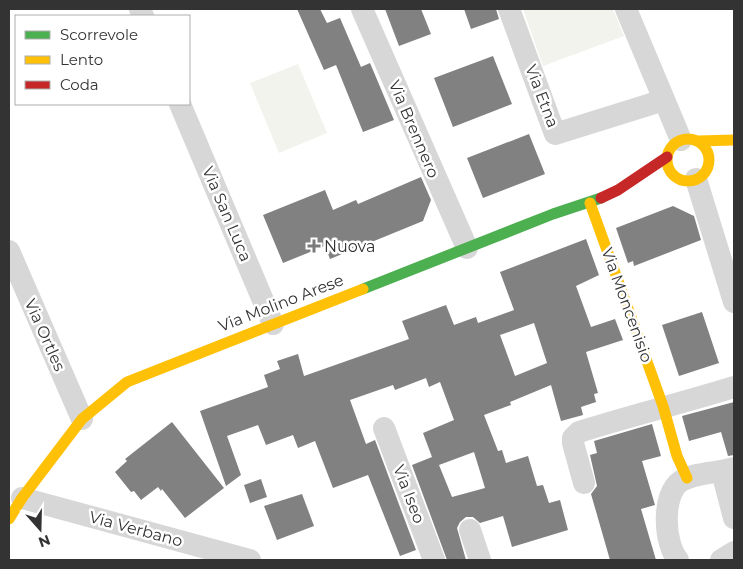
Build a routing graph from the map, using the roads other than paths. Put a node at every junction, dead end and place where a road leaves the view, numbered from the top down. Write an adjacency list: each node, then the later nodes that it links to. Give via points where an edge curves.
1 (362, 9): 12 (street, Via Brennero)
2 (509, 9): 4 (street, Via Etna, via 555,134)
3 (626, 9): 4 (street)
4 (664, 100): 6 (street)
5 (180, 105): 15 (street, Via San Luca)
6 (689, 140): 7 (street); 8 (street, Via Molino Arese, via 672,145); 9 (street, via 707,151)
7 (734, 140)
8 (666, 158): 9 (street, via 667,165); 10 (street, Via Molino Arese)
9 (686, 173): 10 (street, Via Molino Arese); 14 (street)
10 (618, 190): 11 (street, Via Molino Arese)
11 (590, 203): 12 (street, Via Molino Arese, via 552,214); 17 (street, Via Moncenisio)
12 (466, 248): 15 (street, Via Molino Arese)
13 (9, 251): 18 (street, Via Ortles)
14 (734, 302)
15 (273, 324): 18 (street, Via Molino Arese, via 127,382)
16 (734, 387): 17 (street)
17 (664, 406): 21 (street, Via Moncenisio, via 677,456); 22 (street, via 575,434 573,443)
18 (82, 419): 23 (street, Via Molino Arese)
19 (384, 428): 29 (street, Via Iseo)
20 (728, 470): 21 (street); 24 (street)
21 (687, 478): 31 (street, via 674,490 668,510 669,538)
22 (584, 483)
23 (22, 498): 25 (street, Via Molino Arese); 28 (street, Via Verbano)
24 (734, 518)
25 (9, 519)
26 (470, 530): 30 (street)
27 (734, 552): 32 (street)
28 (250, 560)
29 (434, 560)
30 (480, 560)
31 (678, 560)
32 (721, 560)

+--

## [ASSIGNED TASK]
Give back the whole listing exactly as it stands. No pictures belong in the copy.

## [RESULT OF THE EXERCISE]
Build a routing graph from the map, using the roads other than paths. Put a node at every junction, dead end and place where a road leaves the view, numbered from the top down. Write an adjacency list: each node, then the later nodes that it links to. Give via points where an edge curves.
1 (362, 9): 12 (street, Via Brennero)
2 (509, 9): 4 (street, Via Etna, via 555,134)
3 (626, 9): 4 (street)
4 (664, 100): 6 (street)
5 (180, 105): 15 (street, Via San Luca)
6 (689, 140): 7 (street); 8 (street, Via Molino Arese, via 672,145); 9 (street, via 707,151)
7 (734, 140)
8 (666, 158): 9 (street, via 667,165); 10 (street, Via Molino Arese)
9 (686, 173): 10 (street, Via Molino Arese); 14 (street)
10 (618, 190): 11 (street, Via Molino Arese)
11 (590, 203): 12 (street, Via Molino Arese, via 552,214); 17 (street, Via Moncenisio)
12 (466, 248): 15 (street, Via Molino Arese)
13 (9, 251): 18 (street, Via Ortles)
14 (734, 302)
15 (273, 324): 18 (street, Via Molino Arese, via 127,382)
16 (734, 387): 17 (street)
17 (664, 406): 21 (street, Via Moncenisio, via 677,456); 22 (street, via 575,434 573,443)
18 (82, 419): 23 (street, Via Molino Arese)
19 (384, 428): 29 (street, Via Iseo)
20 (728, 470): 21 (street); 24 (street)
21 (687, 478): 31 (street, via 674,490 668,510 669,538)
22 (584, 483)
23 (22, 498): 25 (street, Via Molino Arese); 28 (street, Via Verbano)
24 (734, 518)
25 (9, 519)
26 (470, 530): 30 (street)
27 (734, 552): 32 (street)
28 (250, 560)
29 (434, 560)
30 (480, 560)
31 (678, 560)
32 (721, 560)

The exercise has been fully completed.